WHAT TO PRODUCE -
Filter these entries down to the lines that hold the word "Give", and show each of them.

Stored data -
•••••
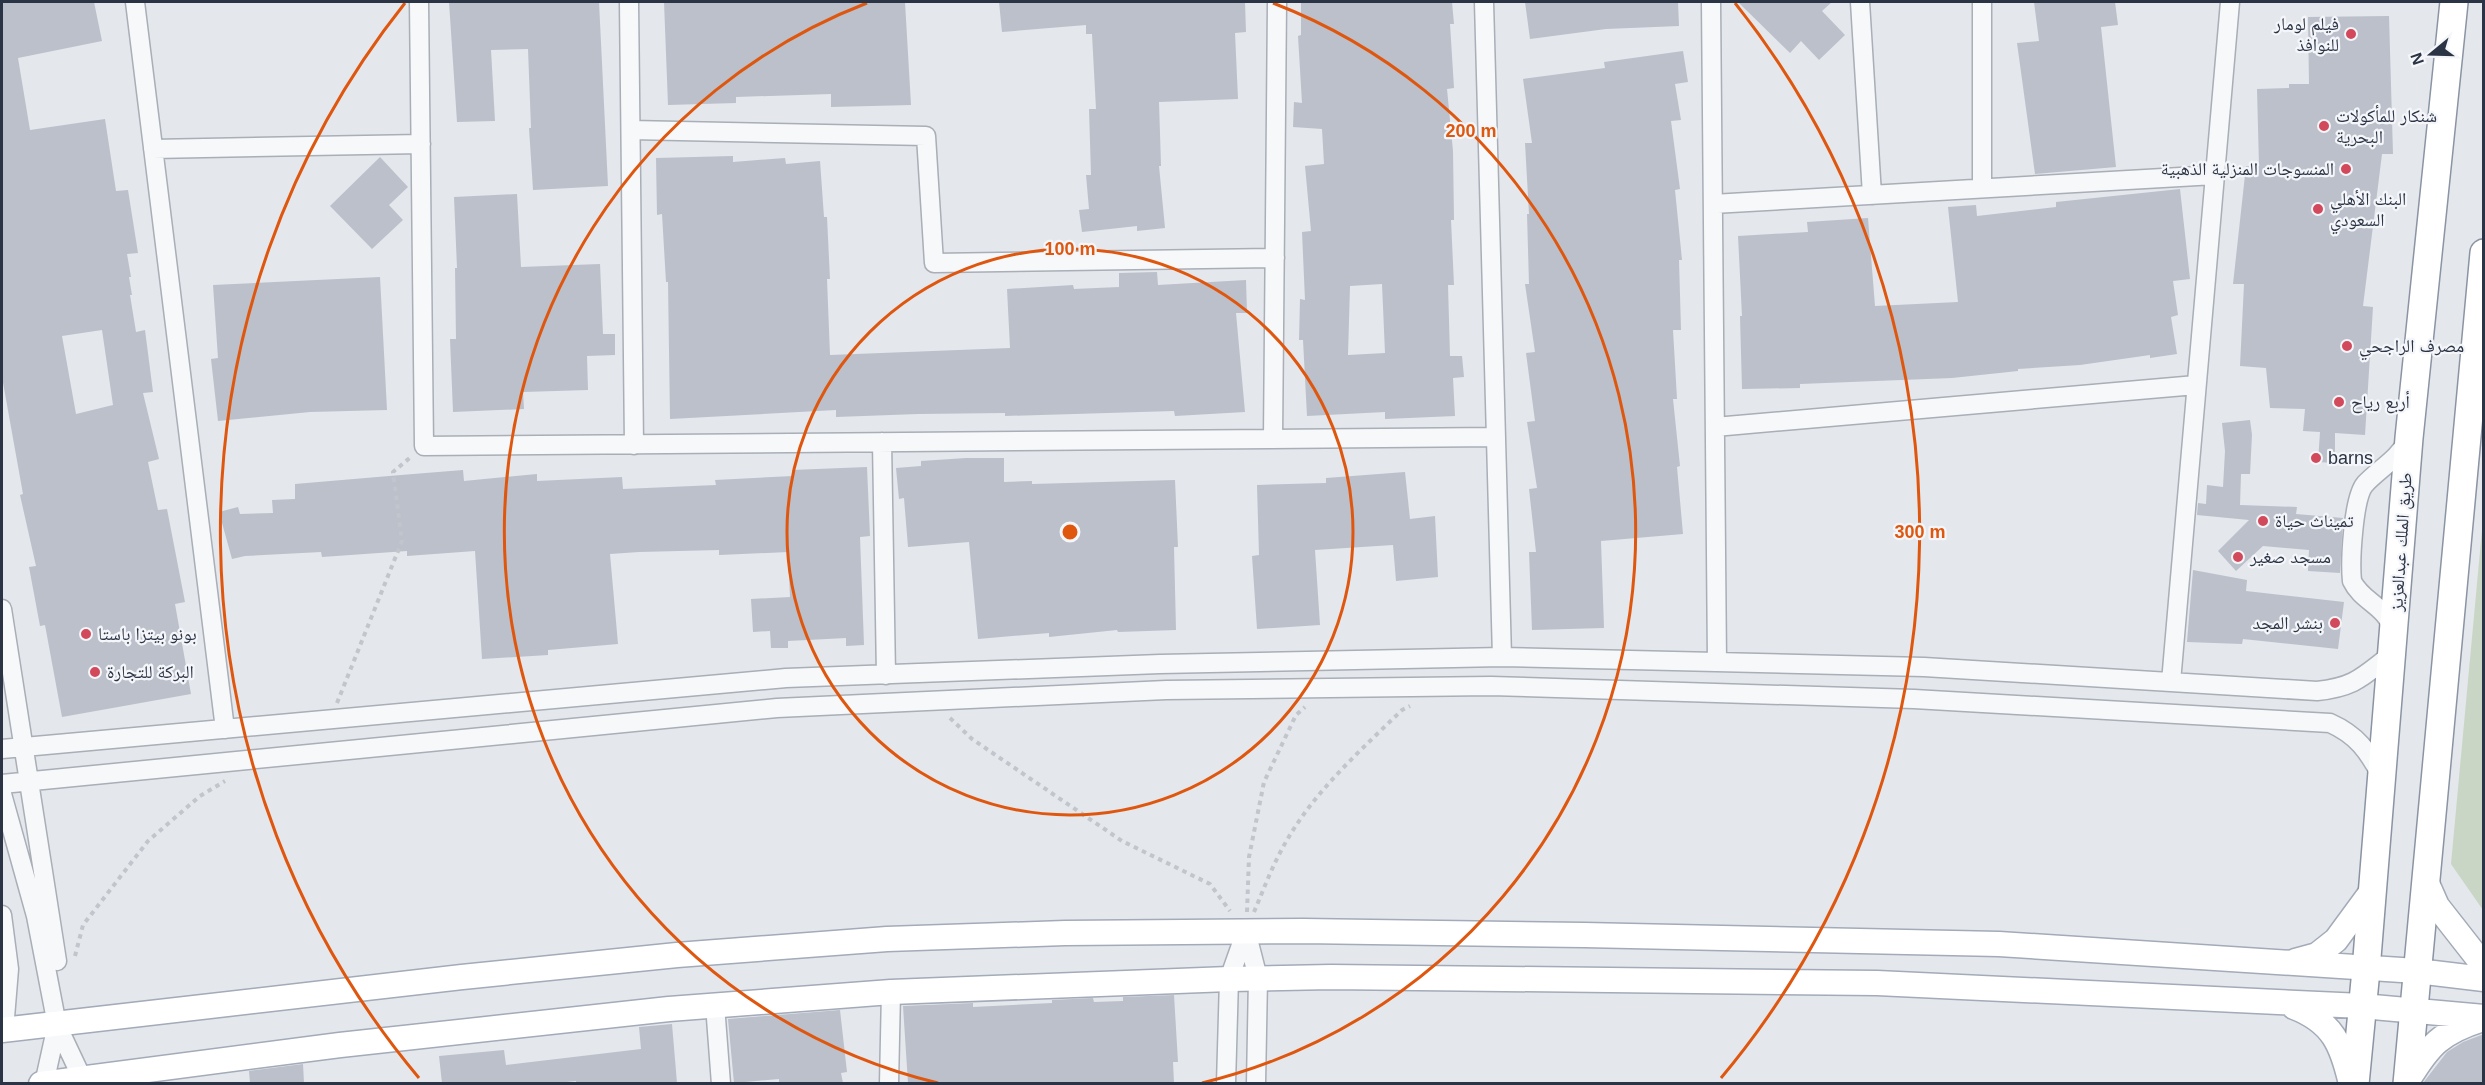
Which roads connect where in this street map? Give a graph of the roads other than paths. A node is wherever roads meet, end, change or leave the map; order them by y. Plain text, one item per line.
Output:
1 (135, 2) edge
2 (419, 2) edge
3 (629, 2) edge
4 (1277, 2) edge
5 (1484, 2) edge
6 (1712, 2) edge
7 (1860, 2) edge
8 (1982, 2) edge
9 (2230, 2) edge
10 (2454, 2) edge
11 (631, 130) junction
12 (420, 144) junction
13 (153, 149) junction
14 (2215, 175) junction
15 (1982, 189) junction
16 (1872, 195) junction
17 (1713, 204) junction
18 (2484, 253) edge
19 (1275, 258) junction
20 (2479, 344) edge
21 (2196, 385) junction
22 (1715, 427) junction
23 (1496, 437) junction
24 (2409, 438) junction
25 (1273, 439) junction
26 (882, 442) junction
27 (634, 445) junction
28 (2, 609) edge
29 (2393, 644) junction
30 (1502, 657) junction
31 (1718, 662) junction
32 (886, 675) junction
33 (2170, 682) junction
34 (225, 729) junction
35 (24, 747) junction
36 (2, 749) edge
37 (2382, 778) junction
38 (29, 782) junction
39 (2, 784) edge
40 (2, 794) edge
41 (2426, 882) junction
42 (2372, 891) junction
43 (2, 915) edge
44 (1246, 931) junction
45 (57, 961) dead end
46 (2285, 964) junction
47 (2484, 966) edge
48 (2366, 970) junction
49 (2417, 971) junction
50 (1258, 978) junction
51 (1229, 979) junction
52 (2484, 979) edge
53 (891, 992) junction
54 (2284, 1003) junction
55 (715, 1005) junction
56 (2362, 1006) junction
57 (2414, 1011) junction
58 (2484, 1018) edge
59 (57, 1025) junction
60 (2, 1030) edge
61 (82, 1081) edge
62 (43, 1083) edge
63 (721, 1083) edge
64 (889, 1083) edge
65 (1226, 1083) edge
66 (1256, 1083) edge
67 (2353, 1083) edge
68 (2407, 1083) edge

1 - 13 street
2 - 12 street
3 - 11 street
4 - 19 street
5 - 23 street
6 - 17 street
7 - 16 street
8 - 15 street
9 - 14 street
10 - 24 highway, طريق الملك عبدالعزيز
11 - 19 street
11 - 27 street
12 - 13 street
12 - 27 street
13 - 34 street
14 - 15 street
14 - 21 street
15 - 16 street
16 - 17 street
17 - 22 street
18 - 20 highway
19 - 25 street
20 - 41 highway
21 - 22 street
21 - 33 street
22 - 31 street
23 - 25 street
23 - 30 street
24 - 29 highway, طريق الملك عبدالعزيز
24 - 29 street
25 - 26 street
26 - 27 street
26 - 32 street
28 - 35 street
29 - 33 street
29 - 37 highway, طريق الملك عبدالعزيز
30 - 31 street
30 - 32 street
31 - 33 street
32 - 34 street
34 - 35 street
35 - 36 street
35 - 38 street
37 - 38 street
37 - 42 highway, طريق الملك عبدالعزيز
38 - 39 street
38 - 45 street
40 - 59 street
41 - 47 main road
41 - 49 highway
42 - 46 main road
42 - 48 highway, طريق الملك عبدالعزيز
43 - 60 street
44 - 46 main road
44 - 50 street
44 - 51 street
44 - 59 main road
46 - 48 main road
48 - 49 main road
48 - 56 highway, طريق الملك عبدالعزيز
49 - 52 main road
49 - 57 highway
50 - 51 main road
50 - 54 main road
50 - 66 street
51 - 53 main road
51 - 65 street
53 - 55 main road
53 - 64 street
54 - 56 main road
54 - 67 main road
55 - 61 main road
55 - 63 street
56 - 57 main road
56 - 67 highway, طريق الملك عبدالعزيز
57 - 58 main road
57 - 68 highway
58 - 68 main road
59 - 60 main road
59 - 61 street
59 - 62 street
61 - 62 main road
•••••
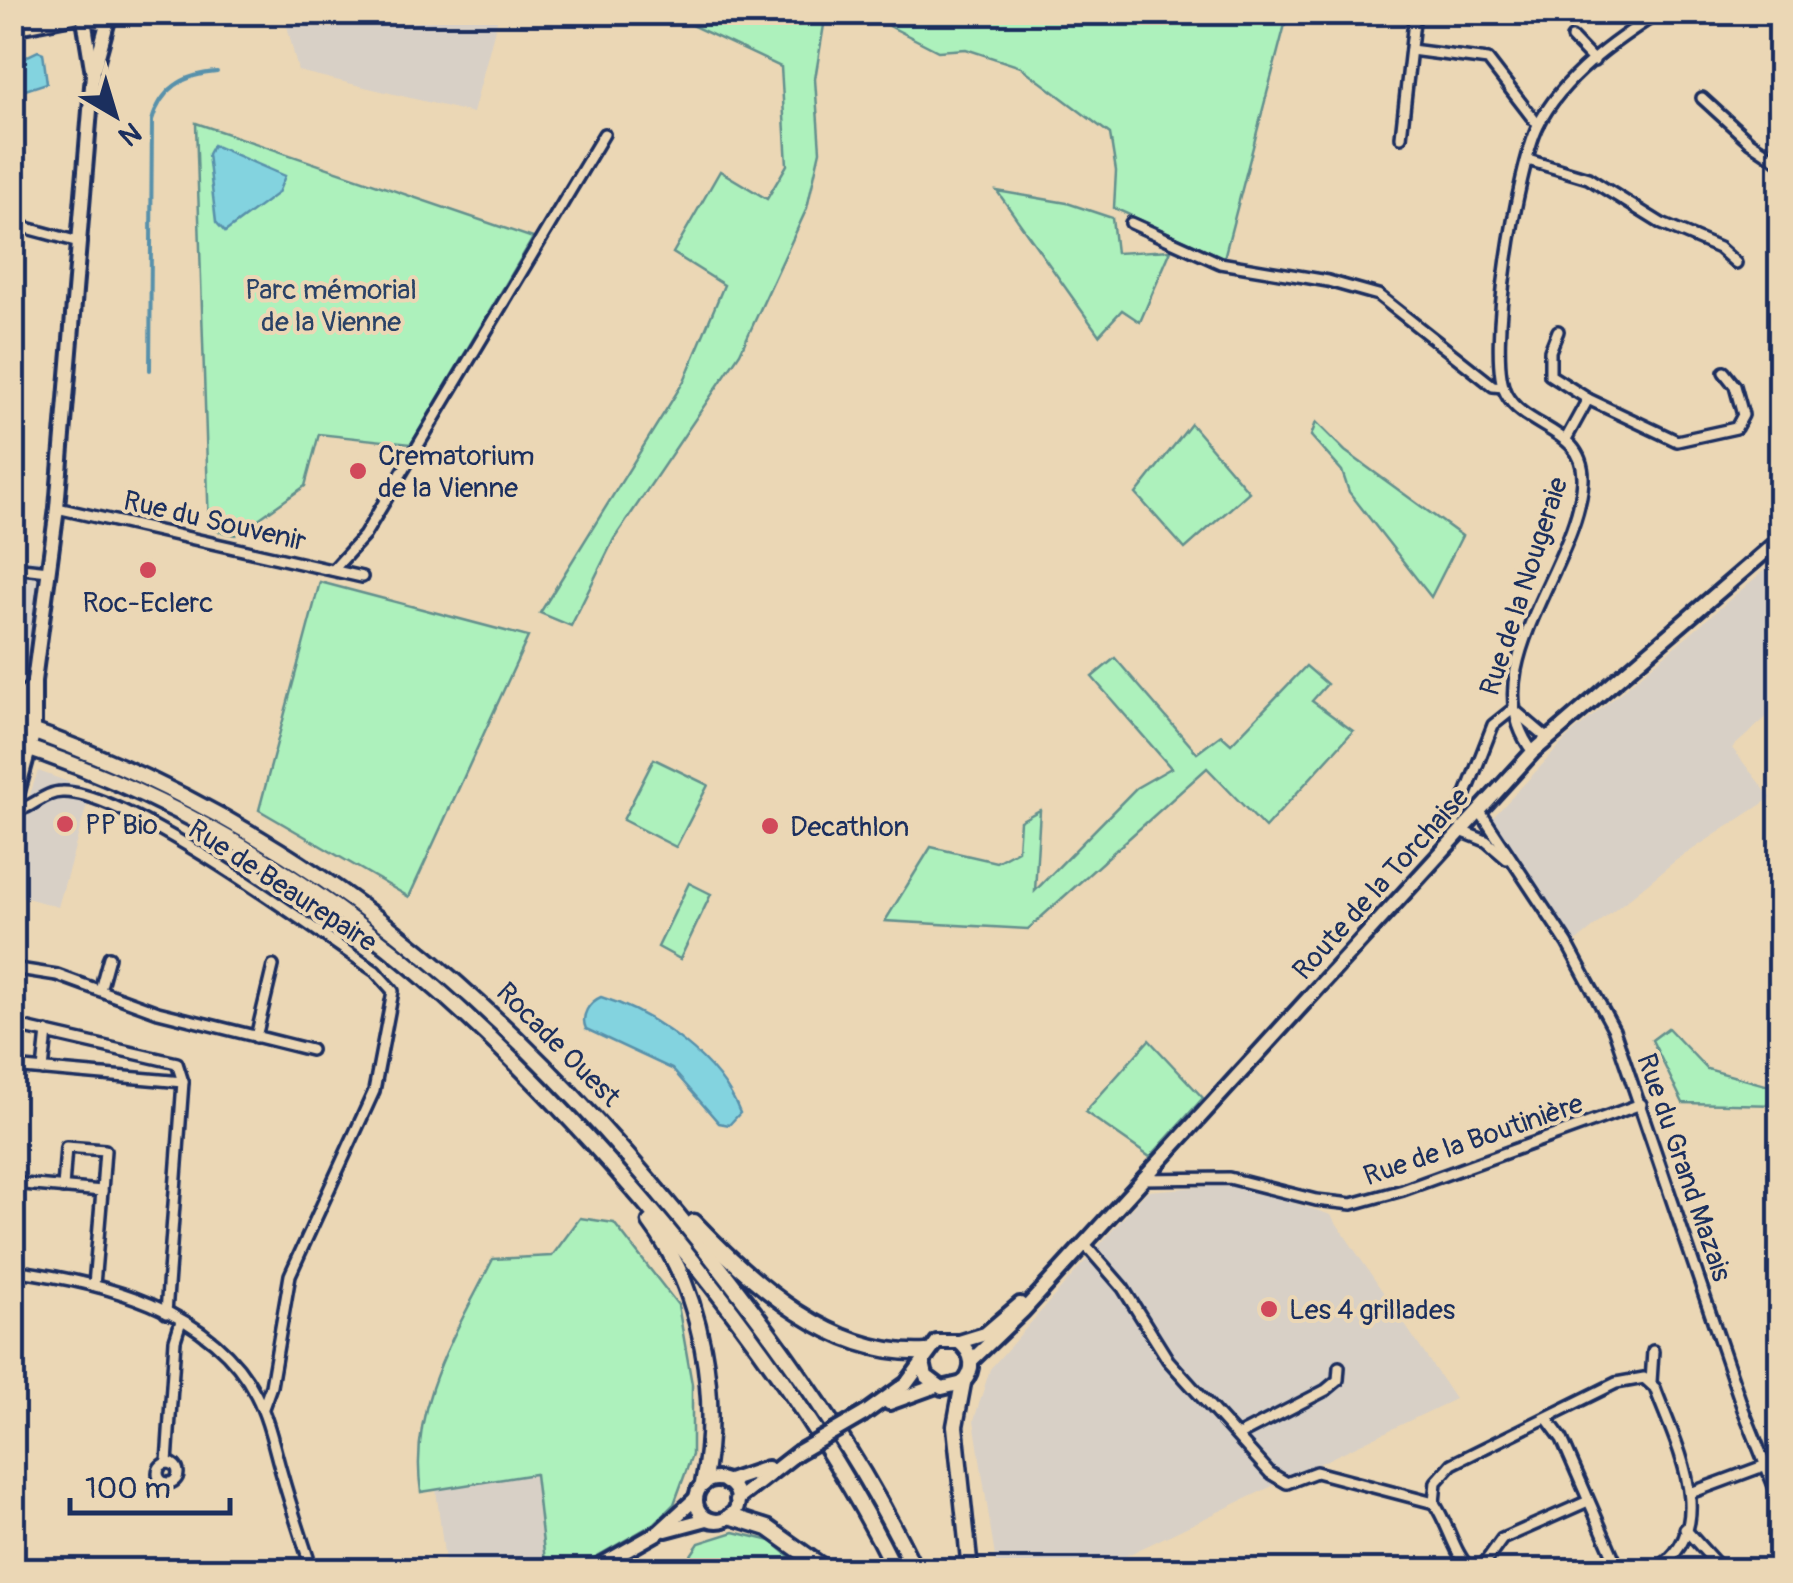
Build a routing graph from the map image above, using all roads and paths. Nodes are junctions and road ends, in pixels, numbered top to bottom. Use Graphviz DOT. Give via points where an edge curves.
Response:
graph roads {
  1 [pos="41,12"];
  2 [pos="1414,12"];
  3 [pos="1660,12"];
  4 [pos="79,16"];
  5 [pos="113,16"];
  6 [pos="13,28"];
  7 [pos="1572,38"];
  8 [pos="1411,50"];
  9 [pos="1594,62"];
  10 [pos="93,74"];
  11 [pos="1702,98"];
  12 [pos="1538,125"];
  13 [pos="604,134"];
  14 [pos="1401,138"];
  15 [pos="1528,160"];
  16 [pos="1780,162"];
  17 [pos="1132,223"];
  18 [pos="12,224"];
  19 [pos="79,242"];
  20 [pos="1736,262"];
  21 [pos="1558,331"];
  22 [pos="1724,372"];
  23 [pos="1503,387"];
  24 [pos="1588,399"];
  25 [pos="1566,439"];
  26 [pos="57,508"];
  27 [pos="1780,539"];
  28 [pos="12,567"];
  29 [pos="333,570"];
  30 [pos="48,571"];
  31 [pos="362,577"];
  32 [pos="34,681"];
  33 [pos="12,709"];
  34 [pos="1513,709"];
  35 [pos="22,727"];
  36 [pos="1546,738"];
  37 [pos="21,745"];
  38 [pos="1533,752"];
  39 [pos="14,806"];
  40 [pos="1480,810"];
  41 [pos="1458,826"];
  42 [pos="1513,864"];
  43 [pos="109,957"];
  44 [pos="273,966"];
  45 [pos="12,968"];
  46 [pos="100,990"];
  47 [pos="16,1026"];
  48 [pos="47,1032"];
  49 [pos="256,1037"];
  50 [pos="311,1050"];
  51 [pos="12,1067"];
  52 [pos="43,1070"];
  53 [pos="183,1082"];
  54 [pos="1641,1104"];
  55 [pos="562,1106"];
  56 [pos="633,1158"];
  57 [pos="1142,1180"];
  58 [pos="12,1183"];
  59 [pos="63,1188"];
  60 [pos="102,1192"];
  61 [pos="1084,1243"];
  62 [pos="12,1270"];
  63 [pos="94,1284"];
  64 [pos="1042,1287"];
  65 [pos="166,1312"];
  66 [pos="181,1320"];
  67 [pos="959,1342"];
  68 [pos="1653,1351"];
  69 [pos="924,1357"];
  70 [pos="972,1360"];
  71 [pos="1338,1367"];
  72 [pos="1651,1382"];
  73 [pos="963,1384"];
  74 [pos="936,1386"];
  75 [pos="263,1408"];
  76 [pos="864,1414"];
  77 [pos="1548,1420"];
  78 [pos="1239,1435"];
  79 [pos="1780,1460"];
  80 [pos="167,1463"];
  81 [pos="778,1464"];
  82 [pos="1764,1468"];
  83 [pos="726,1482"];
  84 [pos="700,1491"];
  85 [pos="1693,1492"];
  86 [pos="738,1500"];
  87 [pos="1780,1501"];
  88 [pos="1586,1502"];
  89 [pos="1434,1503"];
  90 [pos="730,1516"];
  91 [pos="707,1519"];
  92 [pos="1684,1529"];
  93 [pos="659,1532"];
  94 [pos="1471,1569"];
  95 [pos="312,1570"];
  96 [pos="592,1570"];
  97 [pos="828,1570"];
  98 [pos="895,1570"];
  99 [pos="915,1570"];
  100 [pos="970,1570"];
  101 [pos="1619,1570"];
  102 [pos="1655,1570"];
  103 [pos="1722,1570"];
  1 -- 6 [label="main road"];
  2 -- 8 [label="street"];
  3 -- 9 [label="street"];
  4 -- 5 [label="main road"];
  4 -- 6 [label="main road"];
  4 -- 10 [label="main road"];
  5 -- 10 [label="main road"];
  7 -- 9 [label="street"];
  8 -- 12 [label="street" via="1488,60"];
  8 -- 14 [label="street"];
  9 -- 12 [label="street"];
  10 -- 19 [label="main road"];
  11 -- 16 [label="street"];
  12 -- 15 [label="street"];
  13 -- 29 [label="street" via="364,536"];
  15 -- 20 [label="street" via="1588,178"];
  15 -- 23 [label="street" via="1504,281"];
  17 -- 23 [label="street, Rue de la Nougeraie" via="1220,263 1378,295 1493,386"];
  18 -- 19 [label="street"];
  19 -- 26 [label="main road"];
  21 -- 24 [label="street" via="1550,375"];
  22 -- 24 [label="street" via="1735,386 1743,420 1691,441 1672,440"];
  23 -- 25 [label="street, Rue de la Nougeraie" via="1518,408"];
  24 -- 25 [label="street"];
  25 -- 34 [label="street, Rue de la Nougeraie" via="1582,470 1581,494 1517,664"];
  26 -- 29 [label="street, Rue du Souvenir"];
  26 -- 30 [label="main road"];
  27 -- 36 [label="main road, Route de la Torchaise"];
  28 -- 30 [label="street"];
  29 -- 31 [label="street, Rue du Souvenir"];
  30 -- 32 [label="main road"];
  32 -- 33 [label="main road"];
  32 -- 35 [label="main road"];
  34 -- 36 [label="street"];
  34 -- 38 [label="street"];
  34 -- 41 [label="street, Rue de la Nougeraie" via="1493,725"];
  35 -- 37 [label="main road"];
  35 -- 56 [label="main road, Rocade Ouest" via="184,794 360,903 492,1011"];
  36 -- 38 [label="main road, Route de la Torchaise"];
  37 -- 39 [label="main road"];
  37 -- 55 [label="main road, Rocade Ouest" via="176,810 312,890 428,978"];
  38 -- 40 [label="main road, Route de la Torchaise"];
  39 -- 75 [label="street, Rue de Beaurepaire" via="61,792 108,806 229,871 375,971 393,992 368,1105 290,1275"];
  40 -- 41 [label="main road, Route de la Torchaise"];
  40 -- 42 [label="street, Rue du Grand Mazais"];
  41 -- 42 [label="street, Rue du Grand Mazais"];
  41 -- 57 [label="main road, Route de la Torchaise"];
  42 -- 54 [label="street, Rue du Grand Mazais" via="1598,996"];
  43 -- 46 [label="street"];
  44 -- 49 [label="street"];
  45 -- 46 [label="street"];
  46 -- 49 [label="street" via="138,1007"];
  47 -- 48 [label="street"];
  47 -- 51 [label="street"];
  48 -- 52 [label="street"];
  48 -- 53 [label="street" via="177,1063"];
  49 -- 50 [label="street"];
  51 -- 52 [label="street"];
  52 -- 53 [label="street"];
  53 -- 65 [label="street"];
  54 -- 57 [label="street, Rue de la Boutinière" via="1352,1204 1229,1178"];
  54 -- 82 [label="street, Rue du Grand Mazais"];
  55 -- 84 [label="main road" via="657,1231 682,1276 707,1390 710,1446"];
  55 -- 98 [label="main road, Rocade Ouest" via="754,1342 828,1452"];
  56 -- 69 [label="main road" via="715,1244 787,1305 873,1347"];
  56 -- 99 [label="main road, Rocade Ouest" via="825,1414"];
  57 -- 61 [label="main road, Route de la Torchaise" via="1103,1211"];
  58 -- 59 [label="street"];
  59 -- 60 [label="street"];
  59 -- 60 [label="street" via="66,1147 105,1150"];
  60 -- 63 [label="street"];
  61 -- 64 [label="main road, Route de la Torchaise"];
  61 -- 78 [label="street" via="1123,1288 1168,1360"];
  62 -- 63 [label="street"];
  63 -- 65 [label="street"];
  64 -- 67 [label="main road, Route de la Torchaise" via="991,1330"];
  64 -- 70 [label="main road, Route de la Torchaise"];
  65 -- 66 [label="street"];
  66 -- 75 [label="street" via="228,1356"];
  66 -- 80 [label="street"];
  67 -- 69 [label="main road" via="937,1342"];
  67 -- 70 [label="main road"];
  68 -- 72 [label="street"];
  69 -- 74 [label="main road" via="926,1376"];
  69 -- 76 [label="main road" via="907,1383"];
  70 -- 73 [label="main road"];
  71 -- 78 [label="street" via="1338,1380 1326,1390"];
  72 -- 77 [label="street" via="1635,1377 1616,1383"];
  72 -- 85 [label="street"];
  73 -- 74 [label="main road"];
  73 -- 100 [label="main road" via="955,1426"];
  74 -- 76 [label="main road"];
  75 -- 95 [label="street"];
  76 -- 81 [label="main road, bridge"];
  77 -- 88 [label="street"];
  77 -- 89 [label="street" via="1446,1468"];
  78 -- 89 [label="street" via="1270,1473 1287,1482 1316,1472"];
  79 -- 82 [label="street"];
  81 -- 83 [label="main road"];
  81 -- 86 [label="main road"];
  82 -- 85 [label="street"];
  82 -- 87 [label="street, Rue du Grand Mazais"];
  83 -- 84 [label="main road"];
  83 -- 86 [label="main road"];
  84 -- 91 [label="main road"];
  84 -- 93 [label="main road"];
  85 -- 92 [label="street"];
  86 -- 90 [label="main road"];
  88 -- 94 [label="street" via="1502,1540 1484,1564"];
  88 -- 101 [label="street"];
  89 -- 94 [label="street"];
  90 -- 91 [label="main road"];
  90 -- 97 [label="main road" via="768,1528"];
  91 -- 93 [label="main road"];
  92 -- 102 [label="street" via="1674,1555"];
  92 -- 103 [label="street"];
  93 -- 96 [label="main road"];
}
•••••
SOLUTION FOR THIS PROBLEM -
Which roads connect where in this street map? Give a graph of the roads other than paths. A node is wherever roads meet, end, change or leave the map; order them by y. Plain text, one item per line.
Build a routing graph from the map image above, using all roads and paths. Nodes are junctions and road ends, in pixels, numbered top to bottom. Use Graphviz DOT. Give via points where an edge curves.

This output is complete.